- YOUR GOAL
Quote the lines below from the one containing "index tip: (659, 268)" to the final line, both ends included; exclude the pictures.

___ MATERIAL FOR THE TASK ___

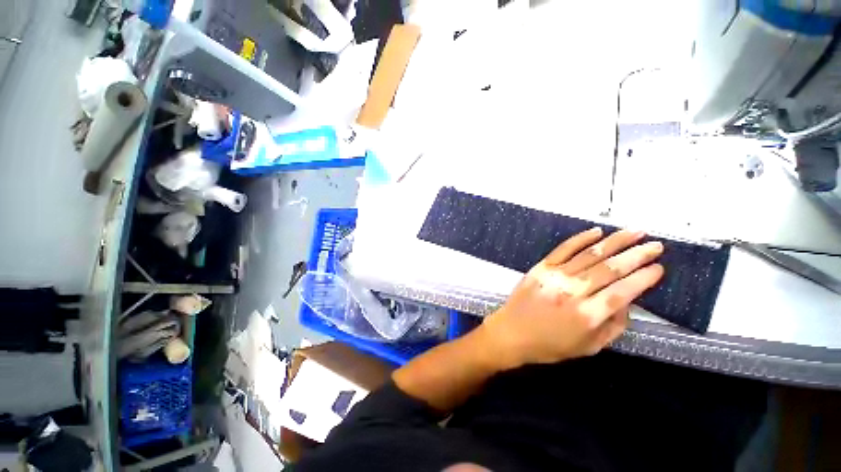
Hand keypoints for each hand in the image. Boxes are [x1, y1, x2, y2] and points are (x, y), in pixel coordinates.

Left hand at [478, 227, 663, 369]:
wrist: (512, 332)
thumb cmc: (550, 345)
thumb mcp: (588, 346)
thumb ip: (613, 325)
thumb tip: (627, 301)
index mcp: (587, 316)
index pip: (623, 291)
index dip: (644, 278)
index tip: (659, 268)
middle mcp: (573, 292)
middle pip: (610, 269)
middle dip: (637, 255)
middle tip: (656, 245)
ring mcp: (555, 276)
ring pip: (590, 254)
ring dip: (615, 241)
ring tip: (635, 232)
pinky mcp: (541, 267)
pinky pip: (563, 249)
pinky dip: (581, 239)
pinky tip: (597, 232)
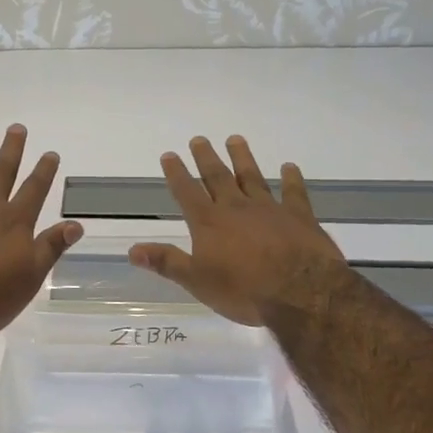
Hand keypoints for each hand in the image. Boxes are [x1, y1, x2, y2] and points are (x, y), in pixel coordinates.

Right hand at [129, 135, 348, 325]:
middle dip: (206, 158)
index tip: (169, 155)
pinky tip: (289, 167)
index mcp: (209, 222)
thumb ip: (166, 262)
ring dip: (242, 158)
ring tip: (235, 139)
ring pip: (252, 177)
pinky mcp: (299, 217)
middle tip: (199, 139)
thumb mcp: (197, 281)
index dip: (176, 173)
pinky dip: (291, 179)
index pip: (187, 192)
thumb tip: (132, 250)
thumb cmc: (244, 291)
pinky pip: (294, 193)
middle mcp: (236, 208)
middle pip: (218, 177)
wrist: (301, 293)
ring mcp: (269, 209)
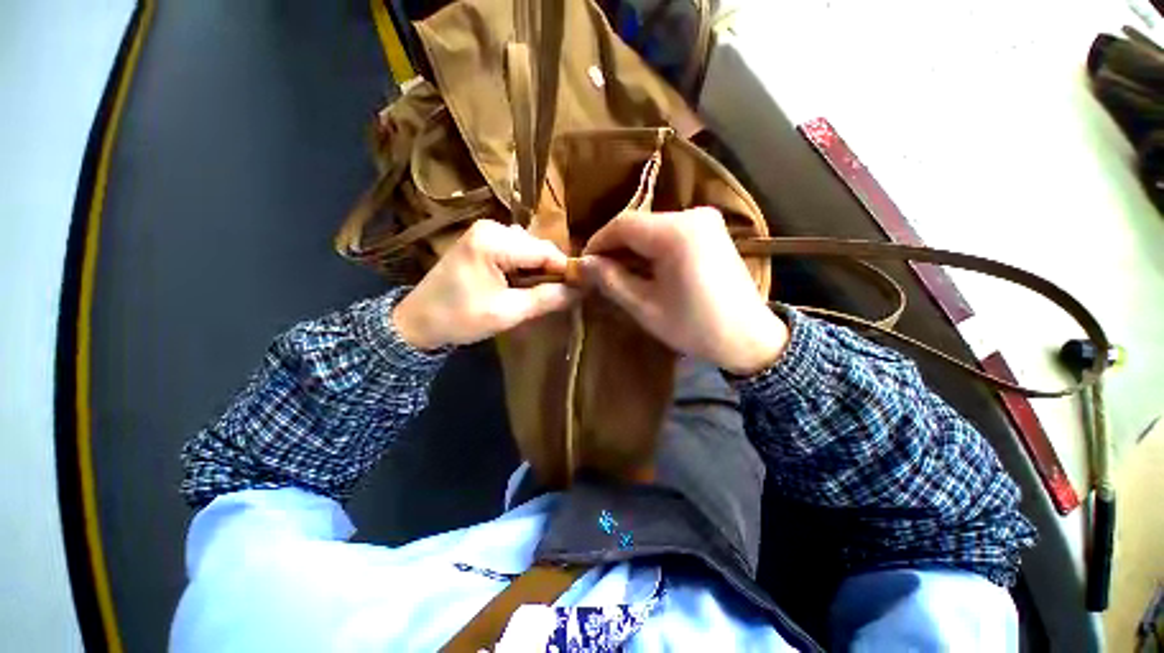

___

- WRITTEN SOLUTION
index tip: (659, 268)
middle mcp: (573, 292)
middle pip: (610, 269)
middle dip: (637, 255)
middle tip: (656, 245)
ring mcp: (555, 276)
ring pip: (590, 254)
ring dip: (615, 241)
ring tip: (635, 232)
pinky mcp: (541, 267)
pinky pip: (563, 249)
pinky dip: (581, 239)
pinky tip: (597, 232)
Hand keypoints for each hand in the image. Boxes are [x1, y1, x2, y2] and points are (x, y), in pixel coordinates.

Right hand at [129, 135, 348, 325]:
middle dip: (206, 158)
index tip: (169, 155)
pinky tip: (289, 167)
index mcp: (209, 222)
thumb ip: (166, 262)
ring dip: (242, 158)
ring tip: (235, 139)
ring pip: (252, 177)
pinky mcp: (299, 217)
middle tip: (199, 139)
thumb mcp: (197, 281)
index dip: (176, 173)
pinky dip: (291, 179)
index pip: (187, 192)
thumb tip: (132, 250)
thumb cmc: (244, 291)
pinky pip: (294, 193)
middle mcp: (236, 208)
middle pip: (218, 177)
wrist: (301, 293)
ring mcp: (269, 209)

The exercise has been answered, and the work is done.